2S Banca: a che punto siamo.

A distanza di qualche settimana dal grande sciopero del 17 febbraio, la vertenza di 2S Banca continua a mantenere priorità assoluta per i lavoratori e le Organizzazioni Sindacali del Gruppo.
Dopo quella giornata vi è stato un rapido succedersi d’avvenimenti.
La lettera comparsa sul portale di Gruppo a firma dell’AD, A. Profumo, in primo luogo: una lettera che, all’interno di una formale disponibilità al dialogo, riconfermava però con durezza la scelta di “far leva su centri servizi esterni al Gruppo nel caso in cui Unicredit non possa essere il punto di riferimento del mercato”. Una lettera dunque che, nella sostanza, conferma le ragioni dello sciopero: la preoccupazione dei colleghi di tutte le Società del Gruppo di poter essere le prossime vittime di iniziative analoghe a quella della vendita di 2S.
Nella successiva giornata del 24.2 si è poi verificata una falsa partenza nella ripresa della trattativa. Falsa perché UniCredito si è presentata con le stesse identiche proposte precedenti, impedendo un positivo evolversi della situazione.
Non ha avuto pertanto luogo il preventivato incontro tra Organizzazioni Sindacali e Société Générale poiché, non inserito all’interno di un percorso negoziale, si sarebbe rivelato improduttivo.
Lunedì 6 marzo abbiamo tenuto tre assemblee in 2S (Milano e Torino), ricevendo dai lavoratori ampio mandato a proseguire nella trattativa e, se del caso, nella mobilitazione anche all’interno di un nuovo pacchetto di ore di sciopero riguardanti l’intero Gruppo.
Société Générale ha incontrato, mercoledì 8 marzo, i lavoratori 2S di Milano e Torino.

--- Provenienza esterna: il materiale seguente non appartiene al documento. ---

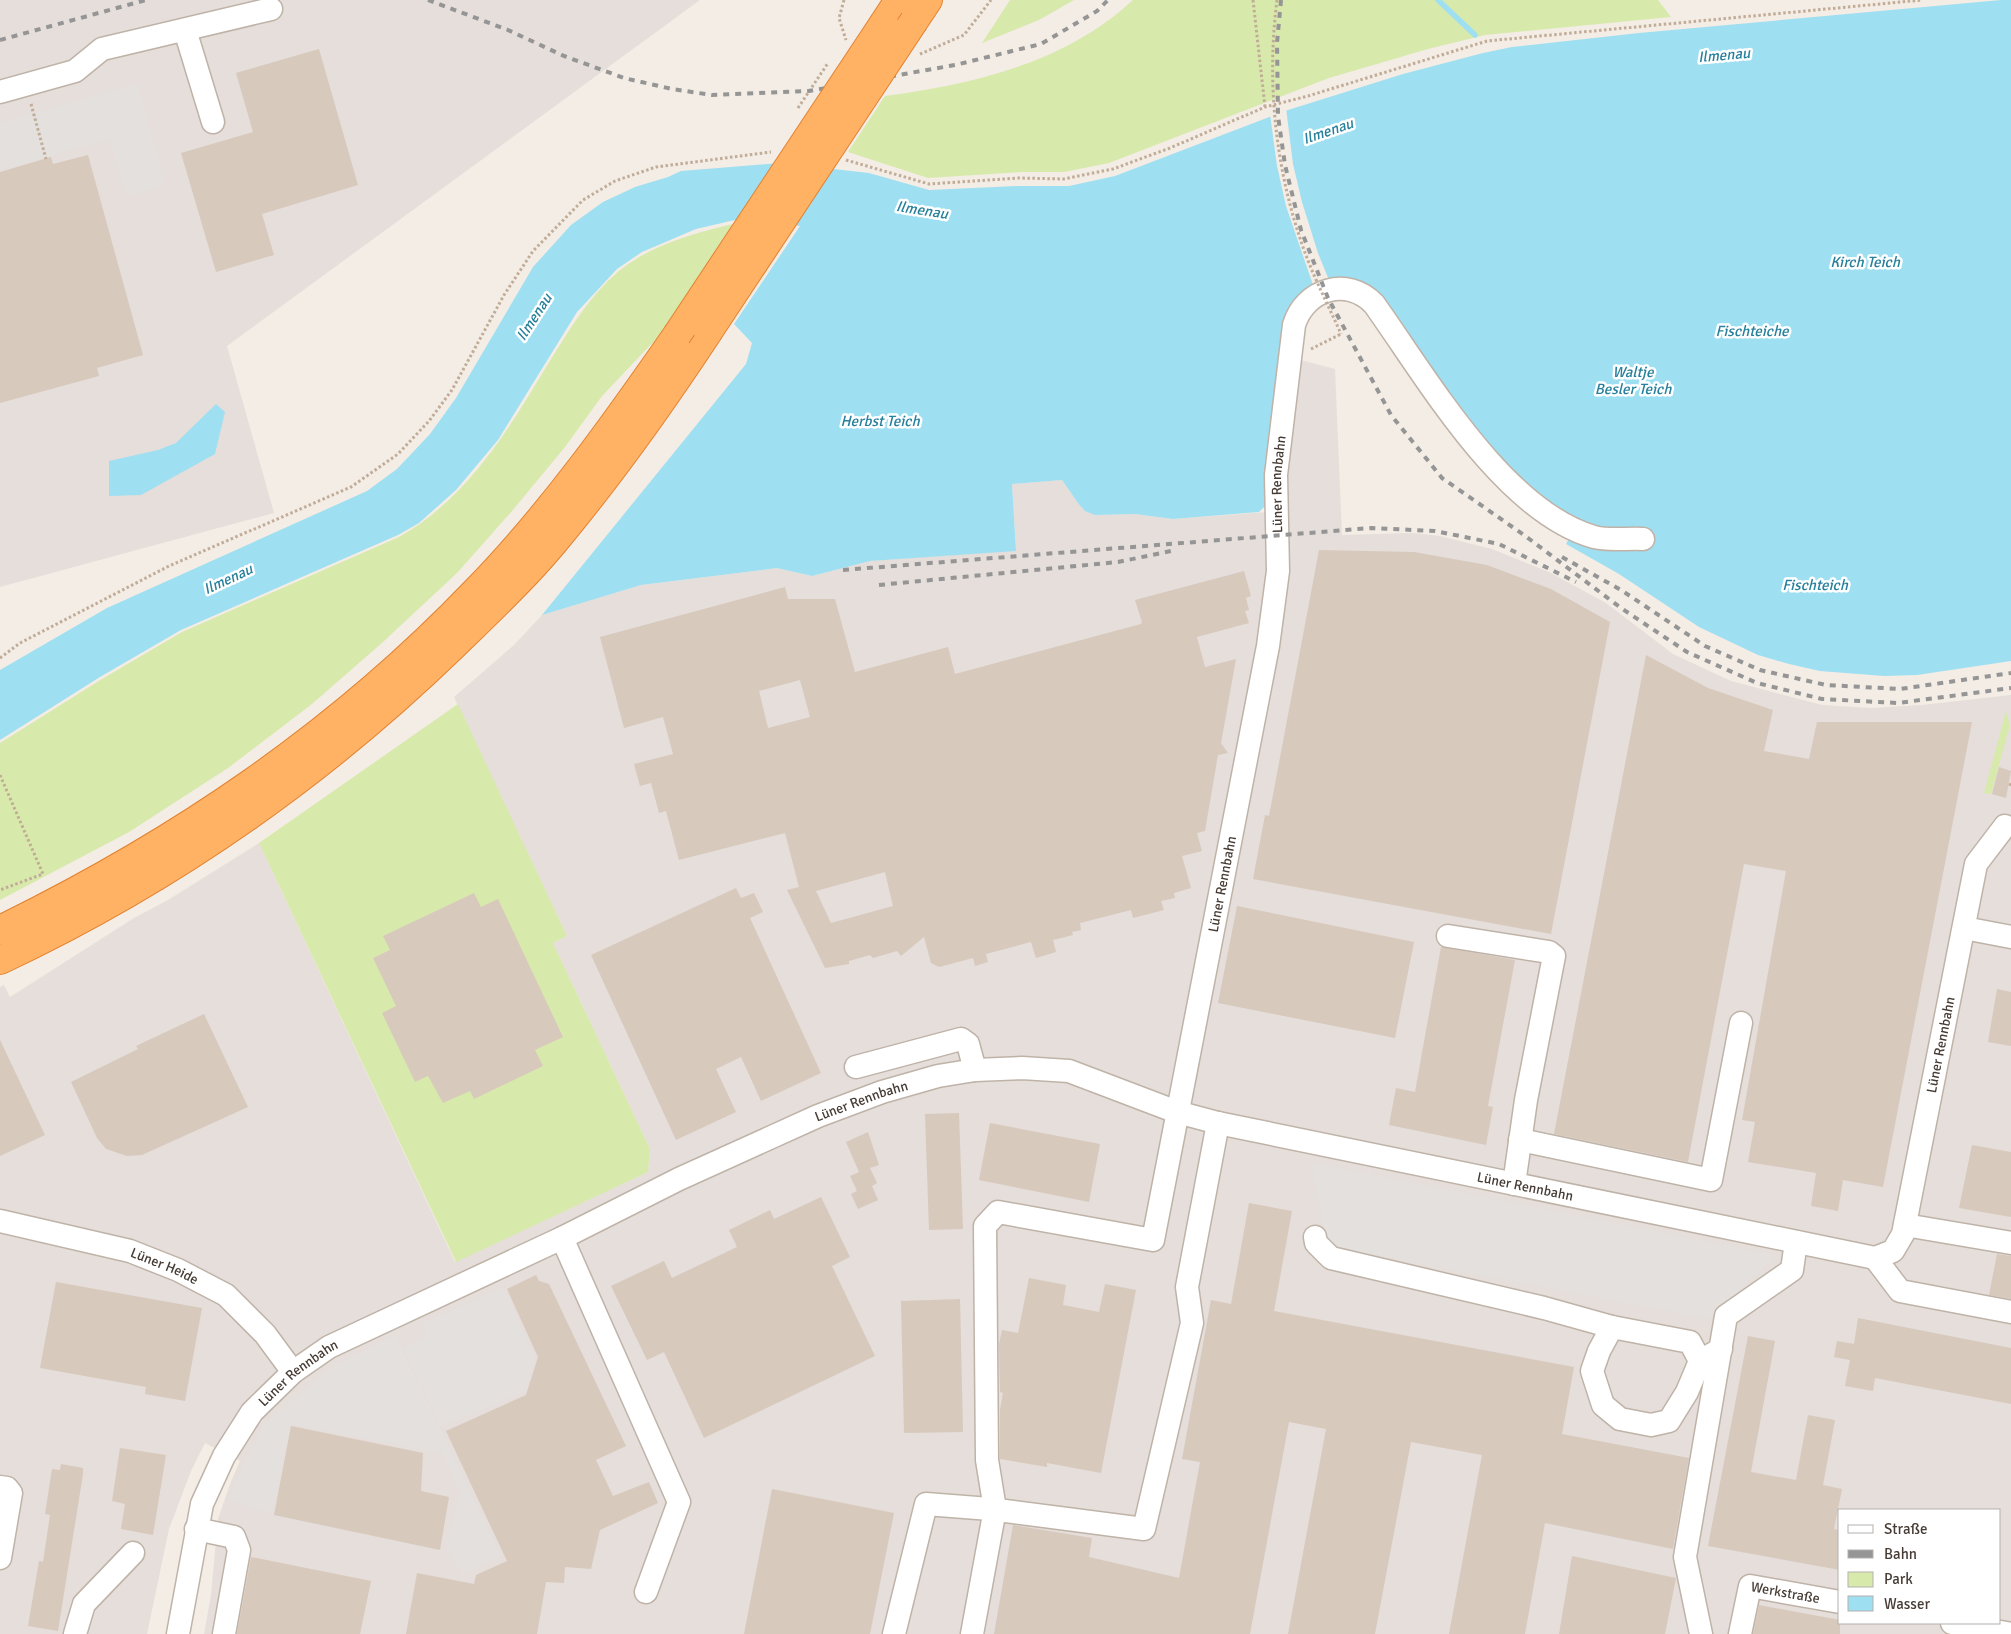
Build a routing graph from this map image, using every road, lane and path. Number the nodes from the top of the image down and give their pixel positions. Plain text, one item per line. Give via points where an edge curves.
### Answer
1 (844, 0) edge
2 (991, 0) edge
3 (1253, 0) edge
4 (1277, 0) edge
5 (1922, 0) edge
6 (914, 7) edge
7 (271, 9) dead end
8 (184, 30) junction
9 (845, 40) dead end
10 (914, 56) dead end
11 (26, 85) junction
12 (0, 92) edge
13 (1265, 107) junction
14 (213, 122) dead end
15 (772, 152) dead end
16 (46, 159) dead end
17 (844, 160) dead end
18 (1316, 347) dead end
19 (1643, 538) dead end
20 (0, 658) edge
21 (0, 774) edge
22 (2005, 826) dead end
23 (0, 890) edge
24 (1964, 928) junction
25 (0, 930) edge
26 (1448, 936) dead end
27 (2011, 937) edge
28 (0, 960) edge
29 (1741, 1023) dead end
30 (856, 1067) dead end
31 (975, 1070) junction
32 (1177, 1112) junction
33 (1218, 1123) junction
34 (1520, 1140) junction
35 (1514, 1184) junction
36 (0, 1221) edge
37 (1905, 1225) junction
38 (1315, 1237) dead end
39 (562, 1238) junction
40 (1796, 1242) junction
41 (2011, 1243) edge
42 (1874, 1258) junction
43 (2011, 1312) edge
44 (1612, 1327) junction
45 (1721, 1349) junction
46 (1700, 1360) junction
47 (294, 1372) junction
48 (0, 1487) edge
49 (995, 1509) junction
50 (196, 1529) junction
51 (133, 1553) dead end
52 (0, 1558) edge
53 (646, 1592) dead end
54 (1838, 1602) edge
55 (1957, 1624) edge
56 (75, 1634) edge
57 (178, 1634) edge
58 (224, 1634) edge
59 (894, 1634) edge
60 (972, 1634) edge
61 (1701, 1634) edge
62 (1740, 1634) edge
63 (2011, 1634) edge

1 - 9 path via 839,18
2 - 10 path via 964,35
3 - 13 path
4 - 18 path, bridge via 1274,116 1281,166 1306,257 1342,334
5 - 13 path via 1487,41
6 - 25 highway, bridge via 884,23 678,335 586,464 476,592 329,725 244,790 134,860
6 - 28 highway, bridge via 650,419 552,544 493,607 416,682 346,743 227,831 80,921
7 - 8 street
8 - 11 street via 102,49 75,70
8 - 14 street
11 - 12 street
11 - 16 path
13 - 17 path via 1113,169 1064,179 1019,178 929,184
15 - 20 path via 656,167 616,181 583,200 533,251 504,295 452,390 398,454 351,487 169,566 20,643
19 - 32 street, Lüner Rennbahn via 1596,538 1574,530 1508,482 1480,453 1374,304 1360,291 1332,289 1302,308 1294,325 1276,475 1278,571 1274,608
21 - 23 path via 43,874
22 - 24 street, Lüner Rennbahn via 1976,864
24 - 27 street
24 - 37 street, Lüner Rennbahn
26 - 34 street via 1550,952 1554,956
29 - 34 street via 1711,1180
30 - 31 street via 961,1039 968,1044
31 - 32 street, Lüner Rennbahn via 1069,1071
31 - 39 street, Lüner Rennbahn via 938,1076 882,1092 818,1116 679,1179
32 - 33 street, Lüner Rennbahn
32 - 49 street via 1153,1240 998,1212 985,1226 988,1460
33 - 35 street, Lüner Rennbahn
33 - 49 street via 1187,1287 1192,1323 1144,1529
34 - 35 street
35 - 40 street, Lüner Rennbahn
36 - 47 street, Lüner Heide via 130,1251 178,1270 226,1295 265,1334
37 - 41 street
37 - 42 street, Lüner Rennbahn via 1893,1251
38 - 44 street via 1316,1243 1331,1258
39 - 47 street, Lüner Rennbahn via 330,1347
39 - 53 street via 679,1502
40 - 42 street, Lüner Rennbahn
40 - 45 street via 1792,1270 1726,1316
42 - 43 street via 1900,1291
44 - 46 street via 1690,1342
44 - 46 street via 1592,1371 1603,1405 1620,1419 1651,1425 1669,1421 1687,1392
45 - 46 street
45 - 61 street via 1685,1557
47 - 50 street, Lüner Rennbahn via 252,1412 224,1456 202,1504
48 - 52 street via 11,1493
49 - 59 street via 926,1504
49 - 60 street
50 - 57 street, Lüner Rennbahn
50 - 58 street via 234,1537 239,1550
51 - 56 street via 84,1604
54 - 62 street, Werkstraße via 1750,1586
55 - 63 street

La società francese ha avuto modo di illustrare i suoi progetti futuri sulla Società acquisita ed i lavoratori hanno potuto esporre, con grande lucidità, le motivazioni della contrarietà all’operazione e della mobilitazione in corso.
In sede locale sono state esercitate pressioni sui lavoratori in funzione anti-sciopero e su questi episodi sarà necessario fare chiarezza nelle sedi più opportune.
E’ chiaro che i problemi sul tappeto rimangono gli stessi da sempre.
A questo proposito sarebbe anche utile cominciare a porsi qualche domanda sulle indiscrezioni giornalistiche (per quanto smentite, come d’obbligo in questi casi) su possibili aggregazioni Citigroup-SocGen: tema, questo, che rende più che mai indispensabili le garanzie occupazionali che cerchiamo di ottenere fin dall’inizio della trattativa.
Il cuore del problema rimane dunque, sempre e comunque, quello delle garanzie occupazionali: esse potranno essere correttamente modulate solo nel momento in cui sarà noto il dato della durata del rapporto di committenza che lega Unicredit a 2S. Ad oggi Unicredit ci nega quel dato, con motivazioni del tutto opinabili. Verificheremo a breve se questo atteggiamento persiste, oppure se vi sarà la disponibilità a fornire indicazioni e a trattare. Sull’atteggiamento tenuto si misurerà la volontà di Unicredit di raggiungere un accordo vero.
In caso di fallimento di questa nuova ripresa di dialogo, stabiliremo le modalità e i tempi di una grande mobilitazione che renda palesi le discrasie tra quanto UniCredito promette e quanto invece mantiene.